In this work , we presented a fully distributed solution to drive a team of robots to reach a desired formation in the absence of an external positioning system that localizes them. Our solution addresses two fundamental problems that appear in this context. First, we proposed a three dimensional distributed control law, designed at a kinematic level, that uses two simultaneous consensus controllers, one to control the relative orientations between robots, and another for the relative positions. The convergence to the desired configuration is shown by comparing the system with time-varying orientations against the equivalent approach with fixed orientations, showing that their difference vanishes as time goes to infinity.
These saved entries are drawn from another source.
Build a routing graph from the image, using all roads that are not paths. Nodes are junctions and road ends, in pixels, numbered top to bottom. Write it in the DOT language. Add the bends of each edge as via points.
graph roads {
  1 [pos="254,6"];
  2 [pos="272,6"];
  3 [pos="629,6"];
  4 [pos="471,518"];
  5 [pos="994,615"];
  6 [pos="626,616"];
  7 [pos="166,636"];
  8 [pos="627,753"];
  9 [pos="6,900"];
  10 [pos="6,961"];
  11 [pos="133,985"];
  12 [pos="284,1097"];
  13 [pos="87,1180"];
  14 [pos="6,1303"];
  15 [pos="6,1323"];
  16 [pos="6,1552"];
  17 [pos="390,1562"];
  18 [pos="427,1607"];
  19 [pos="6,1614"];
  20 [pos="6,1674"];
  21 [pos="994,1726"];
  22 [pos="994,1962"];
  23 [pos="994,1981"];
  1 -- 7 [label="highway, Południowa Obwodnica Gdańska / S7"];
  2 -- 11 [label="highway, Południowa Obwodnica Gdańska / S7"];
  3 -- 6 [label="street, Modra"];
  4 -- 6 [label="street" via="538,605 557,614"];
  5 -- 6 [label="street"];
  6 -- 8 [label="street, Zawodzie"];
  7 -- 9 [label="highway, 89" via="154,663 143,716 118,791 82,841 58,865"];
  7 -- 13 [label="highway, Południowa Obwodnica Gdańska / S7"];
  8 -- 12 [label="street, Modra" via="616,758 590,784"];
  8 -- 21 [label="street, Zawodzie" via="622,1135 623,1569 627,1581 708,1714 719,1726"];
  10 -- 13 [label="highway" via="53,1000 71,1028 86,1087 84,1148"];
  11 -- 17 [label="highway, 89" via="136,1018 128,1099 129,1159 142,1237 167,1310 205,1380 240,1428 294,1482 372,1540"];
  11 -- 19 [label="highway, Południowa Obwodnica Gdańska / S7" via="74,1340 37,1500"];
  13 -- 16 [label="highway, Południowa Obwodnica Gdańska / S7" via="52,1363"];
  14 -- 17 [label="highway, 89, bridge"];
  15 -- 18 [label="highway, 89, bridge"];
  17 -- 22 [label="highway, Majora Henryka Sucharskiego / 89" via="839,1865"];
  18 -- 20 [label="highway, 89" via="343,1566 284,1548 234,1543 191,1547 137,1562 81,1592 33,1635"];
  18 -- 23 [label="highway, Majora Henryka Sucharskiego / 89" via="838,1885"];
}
Secondly, in order to apply this controller to a group of aerial robots, we combined this idea with a novel sensor fusion algorithm to estimate the relative pose of the robots using on-board cameras and information from the Inertial Measurement Unit. The algorithm removes the influence of roll and pitch from the camera images, and estimates the relative pose between robots using a structure from motion approach. Simulation results, as well as hardware experiments with a team of three quadrotors, demonstrate the effectiveness of the controller and the vision system working together.
In our experimental results, we outfitted three KMel k500 quadrotors with downward facing IP cameras that were capable of streaming a 640x480 video stream at 30 frames per second. The implementation of the image processing and the computation of the kinematic inputs has been done using ROS and OpenCV. The latter library includes all the necessary functions for the image processing, whereas ROS  greatly simplifies communication and synchronization issues that appear when working with multiple robots. For each quadrotor there is a dedicated node in charge of processing the images of that quadrotor, extracting and publishing the SIFT descriptors  to the neighboring quadrotors. Each node then computes a relative homography from its own and its neighbor's SIFT descriptors and uses the result to estimate the relative position between neighbors. An example of this process is shown in Figure 1 (left) while an example mosaic of the feature matching and pose estimation is shown in Figure 1 (right). The image processing and formation control computation together executes in a loop at 2Hz on this system. The kinematic commands are sent to a different computer where the low-level motion control of all the quadrotors is done using differential flatness.
Figure 1. Experiment System Diagram (left) and an Example Mosaic of the Feature Matching and Pose Estimation (right)
The experiment shown in the video below uses this technique to control the three quadrotors from some initial conditions at various alititudes to a triangle formation on a plane parallel to the ground. Then the quadrotors form a different triangle formation before concluding in a perfect line formation. Figure 2 illustrates the three formations obtained in this experiment.
 E. Montijano, E. Cristofalo, D. Zhou, M. Schwager, and C. Sagues. Vision-based Formation Control without an External Positioning System. IEEE Transactions on Robotics. Submitted June 2015.
 M. Quigley, K. Conley, B. Gerkey, J. Faust, T. Foote, J. Leibs, R. Wheeler, and A. Y. Ng. ROS: an open-source Robot Operating System. In ICRA workshop on open source software, volume 3, 2009.
 D. Lowe. Distinctive image features from scale-invariant keypoints. International Journal of Computer Vision, 60(2):91–110, 2004.